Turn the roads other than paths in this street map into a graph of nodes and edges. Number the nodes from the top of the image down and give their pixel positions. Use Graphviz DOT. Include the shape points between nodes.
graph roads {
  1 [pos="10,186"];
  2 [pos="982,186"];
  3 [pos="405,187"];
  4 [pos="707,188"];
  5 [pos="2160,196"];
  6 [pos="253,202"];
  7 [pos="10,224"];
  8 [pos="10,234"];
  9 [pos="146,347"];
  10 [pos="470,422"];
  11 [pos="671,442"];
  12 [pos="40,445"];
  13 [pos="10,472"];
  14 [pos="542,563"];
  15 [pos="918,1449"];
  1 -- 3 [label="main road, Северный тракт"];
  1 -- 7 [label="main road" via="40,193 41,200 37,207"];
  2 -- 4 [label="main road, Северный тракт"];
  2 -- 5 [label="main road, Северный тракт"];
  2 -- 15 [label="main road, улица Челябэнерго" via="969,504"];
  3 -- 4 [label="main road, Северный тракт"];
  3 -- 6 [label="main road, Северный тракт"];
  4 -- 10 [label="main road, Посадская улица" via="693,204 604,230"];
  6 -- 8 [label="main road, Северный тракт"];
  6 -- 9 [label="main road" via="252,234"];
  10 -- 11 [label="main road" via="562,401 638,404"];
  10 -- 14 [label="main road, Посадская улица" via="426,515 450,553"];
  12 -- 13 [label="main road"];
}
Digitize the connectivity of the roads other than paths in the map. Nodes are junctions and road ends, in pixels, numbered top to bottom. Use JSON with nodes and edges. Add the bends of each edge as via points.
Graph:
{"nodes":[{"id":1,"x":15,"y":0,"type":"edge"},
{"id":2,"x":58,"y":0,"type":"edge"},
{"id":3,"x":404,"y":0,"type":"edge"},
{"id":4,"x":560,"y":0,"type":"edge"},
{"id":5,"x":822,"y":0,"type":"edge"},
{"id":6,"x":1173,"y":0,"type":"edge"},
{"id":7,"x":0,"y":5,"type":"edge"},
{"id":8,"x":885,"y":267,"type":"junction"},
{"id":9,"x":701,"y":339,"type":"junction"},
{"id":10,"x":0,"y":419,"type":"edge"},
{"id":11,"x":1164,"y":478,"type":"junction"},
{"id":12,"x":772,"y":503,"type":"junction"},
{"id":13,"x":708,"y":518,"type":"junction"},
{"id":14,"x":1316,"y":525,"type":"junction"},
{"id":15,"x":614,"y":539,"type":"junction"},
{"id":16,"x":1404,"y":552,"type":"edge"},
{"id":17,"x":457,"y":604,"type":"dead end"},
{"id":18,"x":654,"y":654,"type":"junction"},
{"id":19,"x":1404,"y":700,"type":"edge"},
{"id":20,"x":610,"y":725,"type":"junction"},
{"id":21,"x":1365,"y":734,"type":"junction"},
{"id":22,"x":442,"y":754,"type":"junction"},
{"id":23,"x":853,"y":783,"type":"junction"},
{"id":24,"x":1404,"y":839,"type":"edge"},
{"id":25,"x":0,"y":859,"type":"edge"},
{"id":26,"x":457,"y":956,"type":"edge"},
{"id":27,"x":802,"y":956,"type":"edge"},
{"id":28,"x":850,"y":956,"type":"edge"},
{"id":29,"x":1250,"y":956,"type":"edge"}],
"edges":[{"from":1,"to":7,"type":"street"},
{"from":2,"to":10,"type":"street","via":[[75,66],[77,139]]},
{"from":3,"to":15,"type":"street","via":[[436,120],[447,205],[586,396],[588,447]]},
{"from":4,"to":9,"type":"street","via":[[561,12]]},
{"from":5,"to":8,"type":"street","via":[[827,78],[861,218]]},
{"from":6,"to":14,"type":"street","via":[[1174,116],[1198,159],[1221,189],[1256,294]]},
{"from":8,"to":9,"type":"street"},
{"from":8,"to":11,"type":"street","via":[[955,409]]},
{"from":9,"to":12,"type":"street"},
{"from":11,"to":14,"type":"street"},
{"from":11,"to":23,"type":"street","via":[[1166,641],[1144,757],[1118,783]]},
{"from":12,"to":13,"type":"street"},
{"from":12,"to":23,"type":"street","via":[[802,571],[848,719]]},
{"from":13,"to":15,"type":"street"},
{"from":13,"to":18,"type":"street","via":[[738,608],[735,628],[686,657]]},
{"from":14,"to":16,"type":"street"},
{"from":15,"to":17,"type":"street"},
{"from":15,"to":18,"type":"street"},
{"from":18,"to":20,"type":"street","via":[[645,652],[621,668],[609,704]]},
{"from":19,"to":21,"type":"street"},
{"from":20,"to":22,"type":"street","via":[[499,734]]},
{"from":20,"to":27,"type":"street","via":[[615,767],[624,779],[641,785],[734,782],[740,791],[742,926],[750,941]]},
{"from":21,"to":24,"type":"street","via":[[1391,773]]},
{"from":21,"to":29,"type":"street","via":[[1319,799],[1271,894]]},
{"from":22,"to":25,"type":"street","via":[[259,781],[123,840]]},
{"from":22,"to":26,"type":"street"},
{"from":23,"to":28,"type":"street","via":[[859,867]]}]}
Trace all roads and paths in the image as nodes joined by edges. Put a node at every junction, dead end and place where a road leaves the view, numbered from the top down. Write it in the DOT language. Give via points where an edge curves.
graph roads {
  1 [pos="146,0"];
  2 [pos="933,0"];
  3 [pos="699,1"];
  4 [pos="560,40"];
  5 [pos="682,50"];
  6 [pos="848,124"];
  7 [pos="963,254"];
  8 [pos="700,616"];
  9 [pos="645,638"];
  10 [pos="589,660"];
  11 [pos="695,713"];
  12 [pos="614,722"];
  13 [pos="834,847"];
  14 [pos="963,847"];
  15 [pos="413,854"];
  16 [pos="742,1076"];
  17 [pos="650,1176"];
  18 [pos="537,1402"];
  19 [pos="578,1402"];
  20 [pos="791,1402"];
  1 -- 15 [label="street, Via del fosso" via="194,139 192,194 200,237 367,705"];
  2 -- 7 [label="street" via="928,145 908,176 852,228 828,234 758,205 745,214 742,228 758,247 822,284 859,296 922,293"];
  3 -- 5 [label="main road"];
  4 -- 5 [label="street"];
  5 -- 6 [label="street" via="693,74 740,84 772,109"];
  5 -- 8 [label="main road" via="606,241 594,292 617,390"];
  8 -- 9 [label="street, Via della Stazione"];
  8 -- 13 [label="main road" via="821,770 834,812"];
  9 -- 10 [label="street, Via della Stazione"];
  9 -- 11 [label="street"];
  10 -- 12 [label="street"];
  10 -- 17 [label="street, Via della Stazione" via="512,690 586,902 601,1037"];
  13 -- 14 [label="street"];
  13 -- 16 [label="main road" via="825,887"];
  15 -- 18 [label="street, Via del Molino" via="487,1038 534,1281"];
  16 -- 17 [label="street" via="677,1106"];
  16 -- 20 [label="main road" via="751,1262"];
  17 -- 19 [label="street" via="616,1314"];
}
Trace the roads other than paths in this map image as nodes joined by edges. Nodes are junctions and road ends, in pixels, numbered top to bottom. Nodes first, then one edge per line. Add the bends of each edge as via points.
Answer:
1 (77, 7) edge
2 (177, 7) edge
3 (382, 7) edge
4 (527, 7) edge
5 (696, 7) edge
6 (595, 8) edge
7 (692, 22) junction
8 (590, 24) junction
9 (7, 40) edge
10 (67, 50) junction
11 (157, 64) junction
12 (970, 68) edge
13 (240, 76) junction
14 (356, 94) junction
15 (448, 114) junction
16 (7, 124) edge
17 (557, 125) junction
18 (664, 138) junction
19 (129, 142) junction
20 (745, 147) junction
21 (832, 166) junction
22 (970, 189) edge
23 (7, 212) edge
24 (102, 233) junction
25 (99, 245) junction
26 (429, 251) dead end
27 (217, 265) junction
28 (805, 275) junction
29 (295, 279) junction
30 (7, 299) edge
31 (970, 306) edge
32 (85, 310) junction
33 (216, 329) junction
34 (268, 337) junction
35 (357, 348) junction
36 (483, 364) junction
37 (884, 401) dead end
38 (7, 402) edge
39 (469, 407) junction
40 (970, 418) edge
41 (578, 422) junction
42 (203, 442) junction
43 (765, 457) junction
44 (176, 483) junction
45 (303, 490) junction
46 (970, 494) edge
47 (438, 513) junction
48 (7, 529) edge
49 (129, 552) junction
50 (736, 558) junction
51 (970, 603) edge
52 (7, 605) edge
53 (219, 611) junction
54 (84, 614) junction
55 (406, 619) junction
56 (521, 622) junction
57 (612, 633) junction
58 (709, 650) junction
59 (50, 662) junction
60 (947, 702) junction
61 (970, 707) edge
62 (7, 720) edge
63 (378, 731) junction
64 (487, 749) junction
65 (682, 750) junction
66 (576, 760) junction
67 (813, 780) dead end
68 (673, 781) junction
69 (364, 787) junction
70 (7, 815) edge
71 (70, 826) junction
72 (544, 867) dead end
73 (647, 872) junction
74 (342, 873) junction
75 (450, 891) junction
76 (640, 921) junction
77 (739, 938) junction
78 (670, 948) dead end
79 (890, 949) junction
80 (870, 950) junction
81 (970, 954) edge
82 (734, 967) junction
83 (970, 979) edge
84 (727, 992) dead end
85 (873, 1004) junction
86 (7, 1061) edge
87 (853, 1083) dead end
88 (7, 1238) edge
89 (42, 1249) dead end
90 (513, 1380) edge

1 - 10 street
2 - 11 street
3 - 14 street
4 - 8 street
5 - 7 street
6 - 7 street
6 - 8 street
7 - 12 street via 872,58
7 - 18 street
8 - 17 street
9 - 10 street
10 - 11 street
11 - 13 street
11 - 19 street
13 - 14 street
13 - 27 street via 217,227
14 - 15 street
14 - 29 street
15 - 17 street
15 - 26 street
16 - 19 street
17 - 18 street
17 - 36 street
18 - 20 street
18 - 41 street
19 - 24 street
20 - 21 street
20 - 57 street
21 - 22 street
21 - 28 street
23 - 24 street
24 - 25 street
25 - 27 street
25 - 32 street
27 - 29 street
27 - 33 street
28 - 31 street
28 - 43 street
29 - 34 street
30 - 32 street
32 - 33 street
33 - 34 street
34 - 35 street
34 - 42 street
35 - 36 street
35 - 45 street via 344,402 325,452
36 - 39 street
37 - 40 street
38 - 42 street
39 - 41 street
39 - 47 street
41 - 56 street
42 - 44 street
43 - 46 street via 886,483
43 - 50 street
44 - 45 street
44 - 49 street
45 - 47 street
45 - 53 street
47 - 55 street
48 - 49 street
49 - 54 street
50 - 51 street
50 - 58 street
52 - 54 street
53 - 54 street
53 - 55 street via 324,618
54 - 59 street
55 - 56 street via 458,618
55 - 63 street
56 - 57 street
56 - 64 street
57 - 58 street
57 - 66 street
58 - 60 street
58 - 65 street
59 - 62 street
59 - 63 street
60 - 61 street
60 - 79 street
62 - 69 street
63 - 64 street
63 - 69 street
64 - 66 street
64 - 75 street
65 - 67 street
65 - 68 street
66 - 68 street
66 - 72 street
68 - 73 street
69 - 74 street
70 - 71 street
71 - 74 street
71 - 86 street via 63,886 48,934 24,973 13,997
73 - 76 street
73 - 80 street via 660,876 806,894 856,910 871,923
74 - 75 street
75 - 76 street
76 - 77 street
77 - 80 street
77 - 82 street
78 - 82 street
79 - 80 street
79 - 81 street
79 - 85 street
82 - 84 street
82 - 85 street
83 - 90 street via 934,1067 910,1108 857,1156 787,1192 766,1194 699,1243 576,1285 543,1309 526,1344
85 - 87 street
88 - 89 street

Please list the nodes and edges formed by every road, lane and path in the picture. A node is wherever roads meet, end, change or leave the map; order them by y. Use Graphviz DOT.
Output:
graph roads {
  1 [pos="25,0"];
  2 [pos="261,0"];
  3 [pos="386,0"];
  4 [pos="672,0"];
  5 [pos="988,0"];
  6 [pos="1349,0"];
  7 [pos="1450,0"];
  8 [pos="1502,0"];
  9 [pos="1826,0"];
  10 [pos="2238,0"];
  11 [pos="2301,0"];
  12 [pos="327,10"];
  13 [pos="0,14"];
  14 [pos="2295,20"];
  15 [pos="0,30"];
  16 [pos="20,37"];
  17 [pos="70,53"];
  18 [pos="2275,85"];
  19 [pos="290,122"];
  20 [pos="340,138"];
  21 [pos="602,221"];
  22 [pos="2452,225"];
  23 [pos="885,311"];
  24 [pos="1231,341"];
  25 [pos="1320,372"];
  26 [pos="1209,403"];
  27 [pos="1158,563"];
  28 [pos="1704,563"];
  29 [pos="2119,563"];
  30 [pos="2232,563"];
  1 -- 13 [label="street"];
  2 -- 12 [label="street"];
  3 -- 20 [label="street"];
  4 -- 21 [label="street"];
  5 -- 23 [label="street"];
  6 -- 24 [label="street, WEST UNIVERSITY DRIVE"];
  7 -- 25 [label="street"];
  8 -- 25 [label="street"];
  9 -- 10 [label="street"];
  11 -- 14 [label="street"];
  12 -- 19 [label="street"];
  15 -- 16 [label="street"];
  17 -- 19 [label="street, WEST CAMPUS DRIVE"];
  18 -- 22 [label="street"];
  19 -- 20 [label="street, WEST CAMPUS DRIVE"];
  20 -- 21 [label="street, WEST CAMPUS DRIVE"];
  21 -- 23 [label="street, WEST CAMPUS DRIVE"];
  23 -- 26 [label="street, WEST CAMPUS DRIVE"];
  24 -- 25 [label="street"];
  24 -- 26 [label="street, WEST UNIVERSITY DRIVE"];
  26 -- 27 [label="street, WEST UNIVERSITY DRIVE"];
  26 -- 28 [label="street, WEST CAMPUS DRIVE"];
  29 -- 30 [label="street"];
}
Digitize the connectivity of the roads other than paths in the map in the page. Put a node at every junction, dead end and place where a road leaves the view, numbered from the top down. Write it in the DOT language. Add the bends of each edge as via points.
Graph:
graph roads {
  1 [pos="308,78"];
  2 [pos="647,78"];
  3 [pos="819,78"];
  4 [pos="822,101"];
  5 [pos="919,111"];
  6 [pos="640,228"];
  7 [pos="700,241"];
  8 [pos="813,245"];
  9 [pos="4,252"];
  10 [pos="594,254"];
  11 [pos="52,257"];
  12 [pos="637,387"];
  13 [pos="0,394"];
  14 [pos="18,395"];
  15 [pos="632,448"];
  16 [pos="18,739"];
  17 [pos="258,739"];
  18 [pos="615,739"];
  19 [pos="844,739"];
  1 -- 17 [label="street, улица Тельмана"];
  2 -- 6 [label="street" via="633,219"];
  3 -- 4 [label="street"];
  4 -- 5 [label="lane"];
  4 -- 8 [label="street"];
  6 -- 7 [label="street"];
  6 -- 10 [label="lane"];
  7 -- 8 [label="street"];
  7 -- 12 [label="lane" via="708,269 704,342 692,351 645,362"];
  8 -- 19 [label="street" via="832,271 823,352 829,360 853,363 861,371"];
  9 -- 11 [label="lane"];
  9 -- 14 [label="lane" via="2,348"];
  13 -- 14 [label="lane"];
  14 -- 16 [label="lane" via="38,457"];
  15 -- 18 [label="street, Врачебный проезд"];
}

### What needs to be done
"улица" is the word to look for; copy every line of the data that has it.

### Exercise result
  2 -- 15 [label="main road, улица Челябэнерго" via="969,504"];
  4 -- 10 [label="main road, Посадская улица" via="693,204 604,230"];
  10 -- 14 [label="main road, Посадская улица" via="426,515 450,553"];
  1 -- 17 [label="street, улица Тельмана"];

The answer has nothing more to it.